Im Mai 2004 stand sie auf der Liste der sieben Top-Al-Kaida-Terroristen. Sie sei "bewaffnet und gefährlich", hieß es in ihrem Steckbrief. Gerüchte kursierten, sie sei verschleppt worden.

Im Juli 2008 berichtete eine britische Journalistin von einer seltsamen Gefangenen auf der US-Militärbasis Bagram in Afghanistan. Häftling 650 solle nach Folter und Isolierhaft den Verstand verloren haben und so sehr schreien, dass andere Gefangene in Hungerstreik getreten seien. Die Gefangene werde die "graue Dame von Bagram" genannt. Es wurde spekuliert, ob die Frau nicht Aafia Siddiqui sein könnte. Wenige Tage später wurde Siddiqui in Afghanistan von US-Beamten festgenommen und in die USA gebracht. Der Psychiater, der Siddiqui untersuchte, gibt zu Protokoll, dass ihre Erinnerungen an die letzten fünf Jahre ihres Lebens zwar unvollständig seien, doch insgesamt die Fakten dafür sprächen, dass Siddiqui zwischen 2003 und 2008 nicht in Gefangenschaft gewesen sei.

In Pakistan ist der Fall der Dr.
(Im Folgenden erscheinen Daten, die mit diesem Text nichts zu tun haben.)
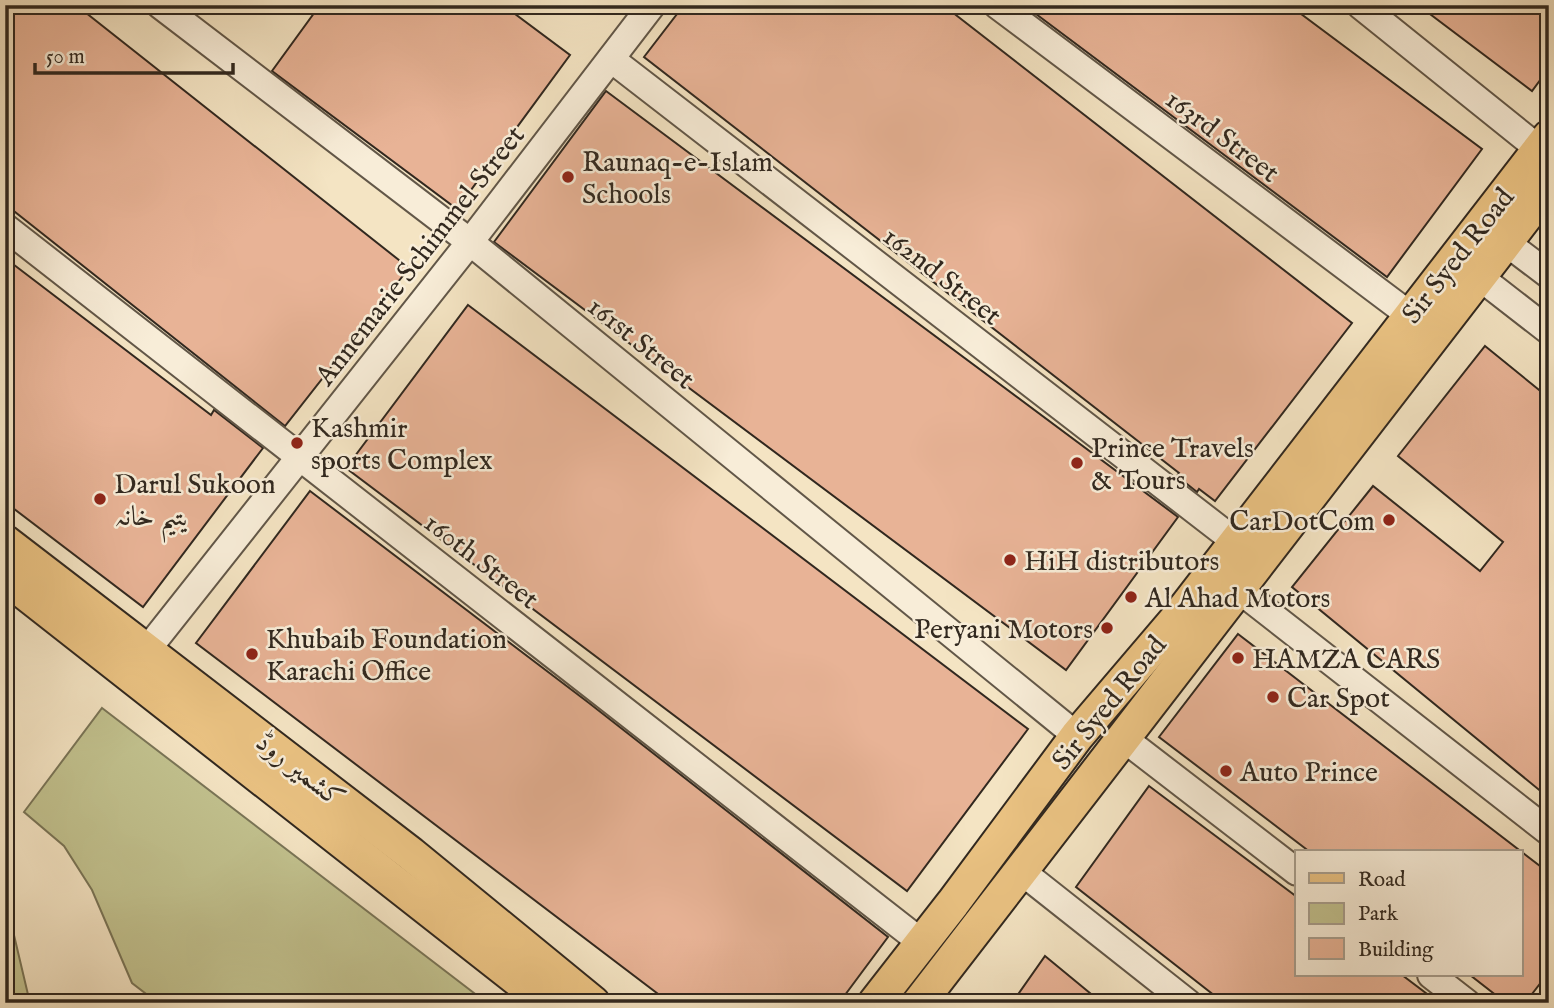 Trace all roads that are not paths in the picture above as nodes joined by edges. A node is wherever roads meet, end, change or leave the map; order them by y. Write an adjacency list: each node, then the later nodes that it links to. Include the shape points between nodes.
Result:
1 (160, 5): 10 (street, 161st Street)
2 (652, 5): 5 (street, Annemarie Schimmel Street)
3 (997, 5): 13 (street, 163rd Street)
4 (1360, 5): 6 (street)
5 (611, 59): 10 (street, Annemarie Schimmel Street); 17 (street, 162nd Street)
6 (1544, 143): 9 (main road, Sir Syed Road)
7 (1549, 186): 9 (main road, Sir Syed Road)
8 (5, 227): 15 (street, 160th Street)
9 (1494, 233): 11 (main road, Sir Syed Road); 12 (street)
10 (470, 242): 15 (street, Annemarie Schimmel Street); 22 (street, 161st Street)
11 (1467, 267): 13 (main road, Sir Syed Road); 14 (street); 19 (main road, Sir Syed Road)
12 (1549, 275)
13 (1411, 316): 17 (main road, Sir Syed Road)
14 (1549, 331)
15 (299, 457): 21 (street, Annemarie Schimmel Street); 29 (street, 160th Street)
16 (5, 542): 21 (main road, کشمیر روڈ)
17 (1236, 542): 20 (main road, Sir Syed Road)
18 (5, 577): 21 (main road, کشمیر روڈ)
19 (1238, 589): 20 (main road, Sir Syed Road); 24 (street)
20 (1187, 631): 22 (main road, Sir Syed Road); 23 (main road, Sir Syed Road)
21 (138, 662): 31 (main road, کشمیر روڈ); 32 (main road, کشمیر روڈ, via 411,854)
22 (1077, 736): 27 (main road, Sir Syed Road)
23 (1124, 738): 25 (street); 26 (main road, Sir Syed Road)
24 (1549, 832)
25 (1295, 870)
26 (1021, 871): 28 (main road, Sir Syed Road); 35 (street)
27 (953, 903): 28 (main road); 29 (main road, Sir Syed Road)
28 (979, 924): 34 (main road, Sir Syed Road)
29 (921, 942): 33 (main road, Sir Syed Road)
30 (1432, 976): 36 (street)
31 (548, 1003)
32 (593, 1003)
33 (875, 1003)
34 (919, 1003)
35 (1188, 1003)
36 (1467, 1003)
Aafia schon lange ein Politikum. Zeitungen berichten immer wieder über sie, es gibt Solidaritäts-Demonstrationen und Parlaments-Resolutionen. Für die einen ist sie die "Al-Kaida-Mutter", für die anderen eine unschuldig Verschleppte. Eine Antwort wird hoffentlich der Prozess gegen sie geben.